Verdant Power’s three-turbine tidal energy array has generated 200MWh of tidal power to the United States electricity grid in its first six months of continuous operation, marking the country’s record for marine energy production. The company will now move forward with a retrieve-and-replace (R&R) operation for one of the turbines.

Verdant Power's three-turbine array mounted on TriFrame (Courtesy of U.S. DOE)
Photo showing Verdant Power's three-turbine array mounted on TriFrame (Courtesy of U.S. DOE)
Verdant Power’s three-turbine array mounted on TriFrame (Courtesy of U.S. DOE)

The turbines, mounted on Verdant Power’s proprietary TriFrame, performed at over 99% availability, and overall water-to-wire efficiencies reached to over 46%, according to the United States Department of Energy (U.S. DOE).

The array was installed in the East River in New York in October 2020 as part of the Roosevelt Island Tidal Energy (RITE) project.

This spring, Verdant Power will be performing a R&R operation during which one of the turbines will be replaced with a rotor housing three thermoplastic blades manufactured by DOE’s National Renewable Energy Laboratory (NREL).

While the aim of the project is to demonstrate a streamlined installation and maintenance approach and long-term system reliability, the R&R operation will offer numerous data points for Verdant Power and NREL, according to U.S. DOE.

The preparation, design, and execution of the R&R maintenance cycle will be evaluated for levelized cost of energy through on-water time and equipment required to service the TriFrame.

The Verdant Power team will examine the entire R&R process, from preparation to design and execution. By inspecting the TriFrame system, the team can make necessary modifications before redeploying it for the second six-month monitoring period, U.S. DOE informed.

The team will also download and analyze the data from the first period of deployment collected from October 2020 to spring 2021.

The lessons learned will inform future deployments for Verdant Power and others in the marine renewable energy industry, according to U.S. DOE.

Photo showing the three turbines on the East River approaching the installation site (Courtesy of Verdant Power)
The three turbines on the East River approaching the installation site (Courtesy of Verdant Power)

NREL, meanwhile, will focus on the blades themselves. After retrieving the TriFrame mount, Verdant Power will replace one of the Gen5 epoxy blade turbines with another that uses NREL-manufactured thermoplastic blades.

NREL produced these thermoplastic-fiberglass composite blades to be identical to the epoxy blades already used on Verdant Power’s tidal turbine system, but the thermoplastic materials could prolong the life of the blades and have improved structural properties, according to U.S. DOE.

Over the next six-month deployment of the Verdant Power TriFrame mount, NREL’s data acquisition system will measure blade loads for the fourth turbine.

Following the deployment, the blades will return to NREL for structural validation and material characterization to help researchers better understand why certain materials perform better in seawater than others.
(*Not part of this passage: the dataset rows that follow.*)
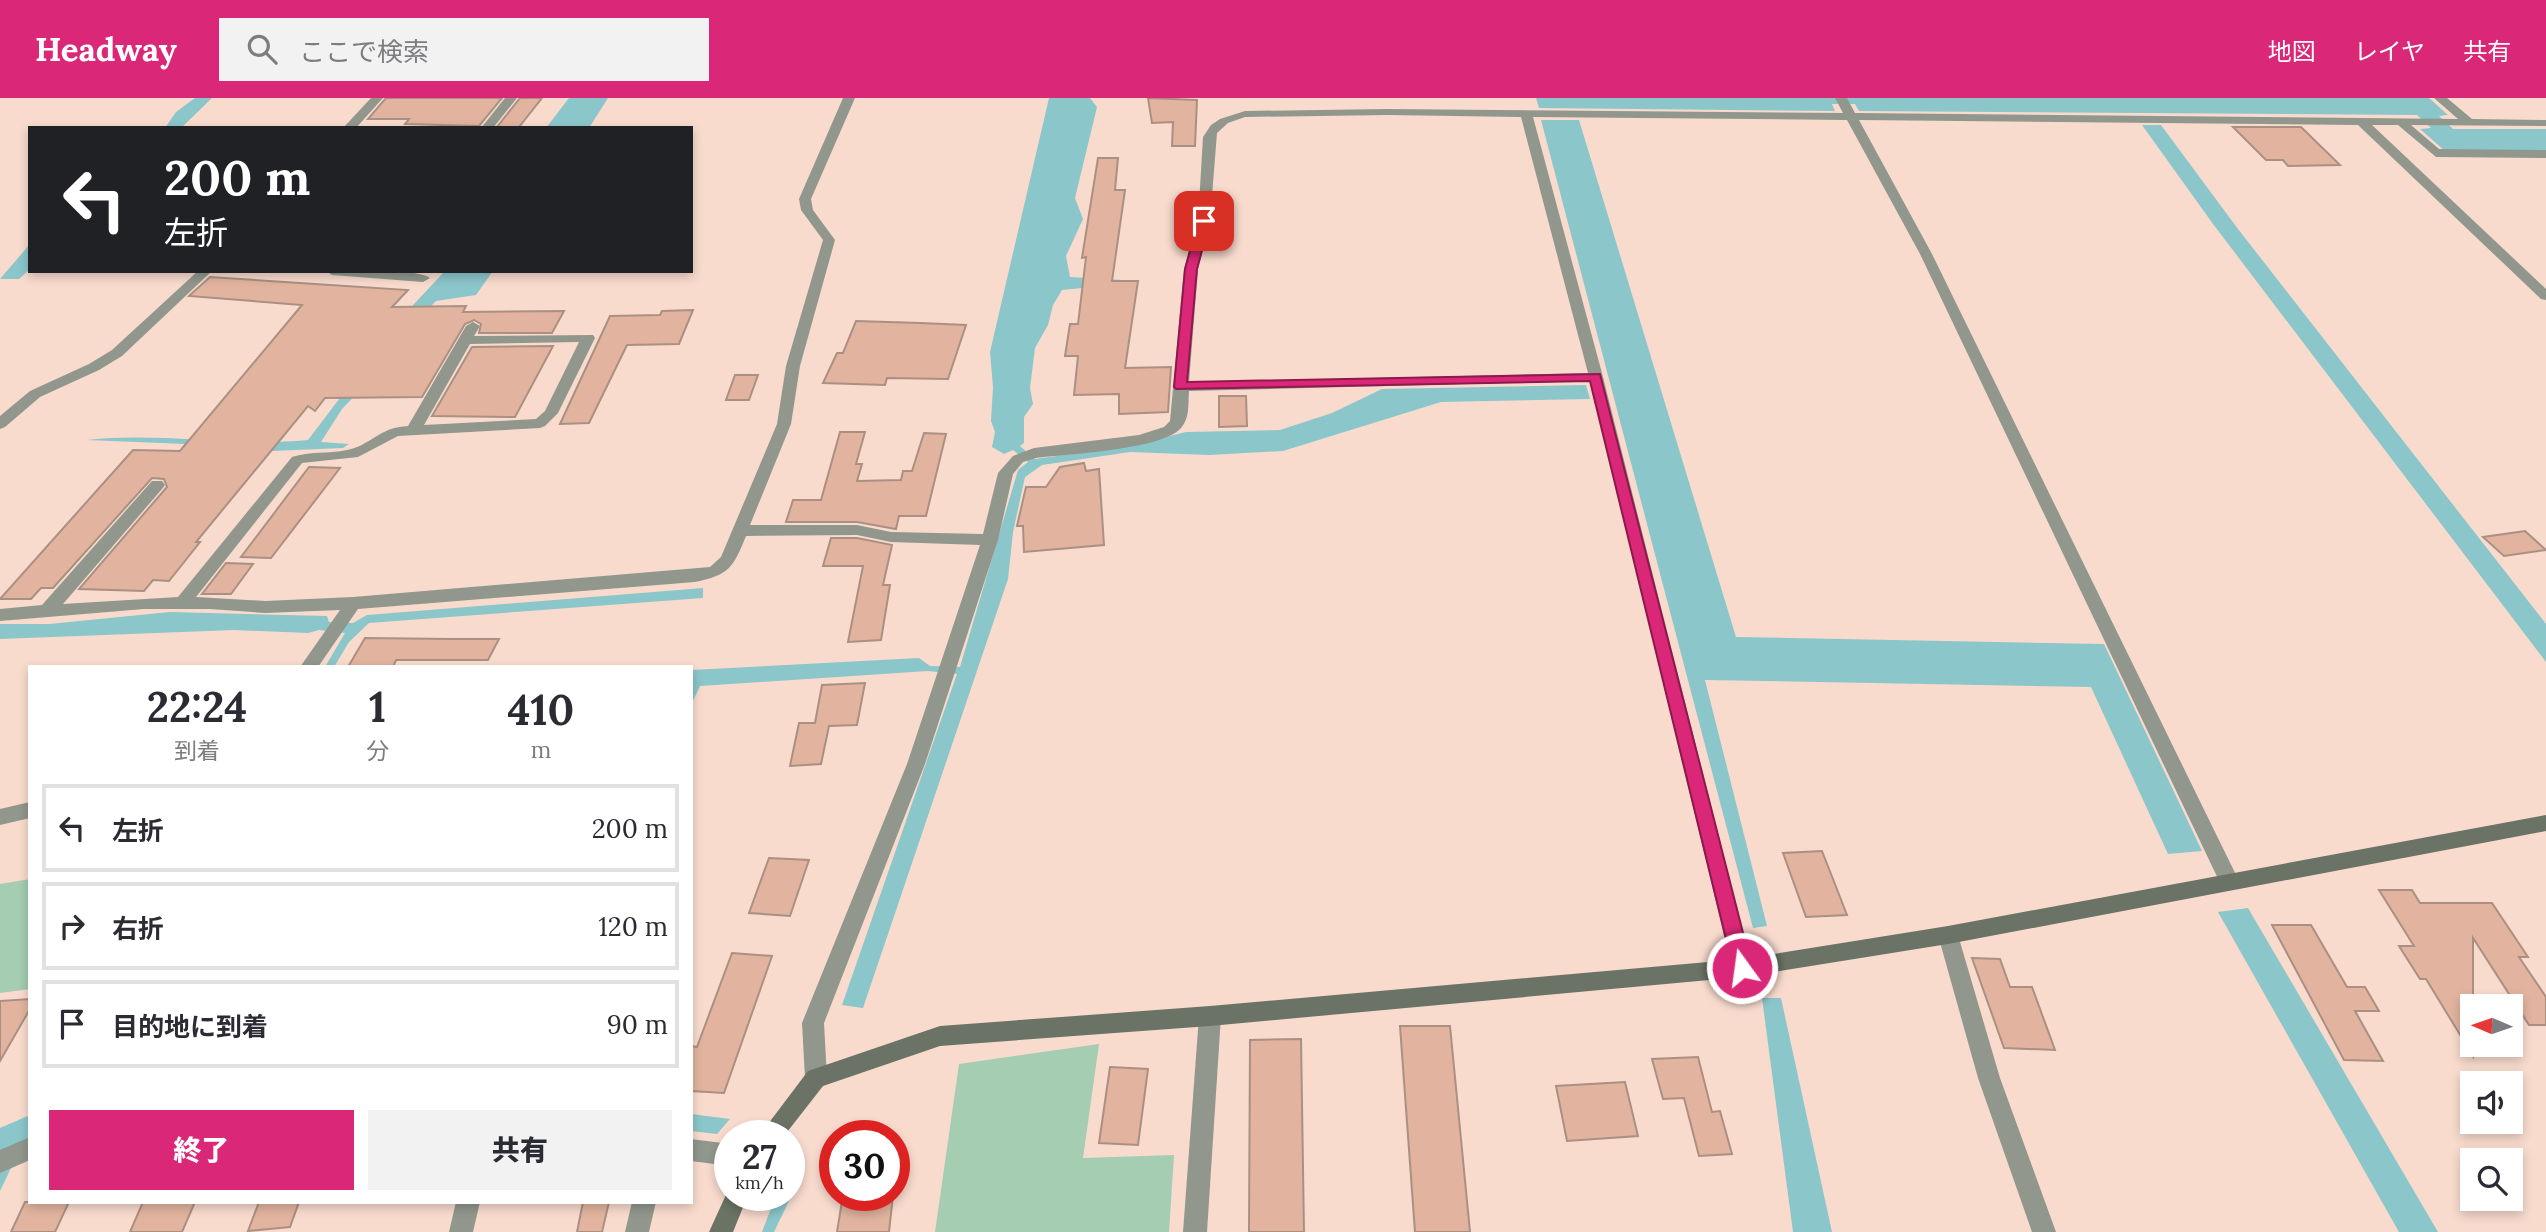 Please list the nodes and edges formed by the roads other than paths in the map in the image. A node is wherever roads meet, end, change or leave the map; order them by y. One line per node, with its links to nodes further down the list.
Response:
1 (377, 98): 13 (street)
2 (511, 98): 14 (street)
3 (849, 98): 25 (street)
4 (1285, 98): 7 (street)
5 (2440, 98): 11 (street)
6 (1845, 107): 8 (street); 9 (street); 35 (street)
7 (1289, 112): 8 (street); 21 (street)
8 (1526, 113): 20 (street)
9 (2361, 121): 10 (street); 19 (street)
10 (2400, 121): 11 (street); 15 (street)
11 (2469, 122): 12 (street)
12 (2546, 123)
13 (351, 126)
14 (489, 126)
15 (2546, 154)
16 (204, 273): 22 (street)
17 (358, 273): 18 (street)
18 (423, 278)
19 (2546, 296)
20 (1595, 377): 21 (street); 37 (street)
21 (1181, 387): 26 (street)
22 (0, 424)
23 (414, 429): 23 (street); 27 (street)
24 (157, 485): 29 (street)
25 (741, 531): 26 (street); 28 (street)
26 (990, 540): 39 (street)
27 (183, 602): 28 (street); 29 (street)
28 (354, 603): 31 (street)
29 (45, 613): 30 (street)
30 (0, 615)
31 (310, 665)
32 (28, 810): 33 (street)
33 (0, 817)
34 (2546, 823): 35 (street)
35 (2229, 881): 36 (street)
36 (1948, 935): 37 (street); 52 (street)
37 (1742, 968): 38 (street)
38 (1210, 1016): 39 (street); 51 (street)
39 (816, 1078): 40 (street)
40 (783, 1120)
41 (28, 1149): 44 (street)
42 (693, 1150): 43 (street)
43 (714, 1153)
44 (0, 1162)
45 (468, 1204): 48 (street)
46 (643, 1204): 49 (street)
47 (730, 1211): 50 (street)
48 (461, 1232)
49 (636, 1232)
50 (721, 1232)
51 (1195, 1232)
52 (2045, 1232)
Thermoplastics at a smaller scale have been shown to have improved saturated or seawater condition properties compared to other traditional materials. NREL anticipates that the thermoplastic blades could be a game-changing material for marine applications at a meaningful scale, according to U.S. DOE.

The entire operation – from Verdant Power’s aim is to demonstrate a streamlined installation and maintenance approach, and system reliability, to NREL’s loads data analysis and materials research – has the potential to inform future materials and turbine deployment across the marine energy industry.